If you like basil but have never made pesto, give it a go - it's so easy. To give an idea of how much basil to use, when I'm not using home-grown I find a whole supermarket bunch of basil is sufficient for a 500g packet of pasta.



Wednesday, 12 September 2012

Smiley faces and bath battles


R was desperate to make 'smiley face biscuits' so we baked gingerbread circles and iced them (she was in charge of smartie application). A very pleasant and successful project.


That evening when she refused to get in the bath I quickly put together this catamaran to persuade her. It was a little too successful - she and K fought over it all evening. Well, you win some, you lose some... At least the Barbies had fun.
 

Sunday, 9 September 2012

Mi goreng with spices

I was lucky enough to be given Yotam Ottolenghi's vegetarian cookbook Plenty for my birthday recently. Lots of amazing-looking recipes, many with ingredients I don't typically have on hand (such as creme fraiche, sorrel, sherry vinegar, roquefort and tarragon, to pick a few at random). Mi goreng* had a more familiar ingredient list, and since I had a tub of tofu in the fridge I thought I'd try it for Saturday night dinner.
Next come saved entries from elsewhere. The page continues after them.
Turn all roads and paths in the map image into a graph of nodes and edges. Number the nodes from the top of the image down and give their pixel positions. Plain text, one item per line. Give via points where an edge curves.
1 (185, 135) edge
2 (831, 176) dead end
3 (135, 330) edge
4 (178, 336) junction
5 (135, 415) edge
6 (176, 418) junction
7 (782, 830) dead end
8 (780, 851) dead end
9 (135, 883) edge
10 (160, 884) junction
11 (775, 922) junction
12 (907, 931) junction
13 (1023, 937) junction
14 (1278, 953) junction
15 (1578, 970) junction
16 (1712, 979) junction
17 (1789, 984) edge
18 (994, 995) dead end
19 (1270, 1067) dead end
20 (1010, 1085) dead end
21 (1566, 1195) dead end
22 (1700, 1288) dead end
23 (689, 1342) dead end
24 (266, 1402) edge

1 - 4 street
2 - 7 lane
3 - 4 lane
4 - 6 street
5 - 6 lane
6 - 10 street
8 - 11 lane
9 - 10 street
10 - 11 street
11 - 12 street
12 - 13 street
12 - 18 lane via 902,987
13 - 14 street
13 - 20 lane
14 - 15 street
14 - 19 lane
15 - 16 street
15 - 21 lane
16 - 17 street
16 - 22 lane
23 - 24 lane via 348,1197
A quick trip to our local, fantastic Asian grocery...


Then a bit of preparation (good thing I did it well in advance, because the evening was taken up dealing with a sick child and it was 10pm before we had dinner!)...


The result: a rather delicious meal. Although to be honest, by 10pm I didn't much care what I ate. 


For anyone wanting to make this, it is seriously easy. And I don't even have a proper wok (shocking, I know). Here's my adaptation (with slight changes) of Ottolenghi's recipe, which serves 2:

Prepare: a 500g pack of 'fresh' egg noodles; a bunch of choi sum, chopped into pieces; 200g firm tofu, cut into 1cm thick strips; half an onion, diced; a handful of beanshoots; large handful of green beans, chopped in half.

In a small bowl mix: 3 tablespoons kecap manis/thick caramel sauce, 3 tablespoons light soy, a generous tablespoon of water, 1 teaspoon sambal oelek, 1.5 teaspoons ground coriander, 1 teaspoon ground cumin. 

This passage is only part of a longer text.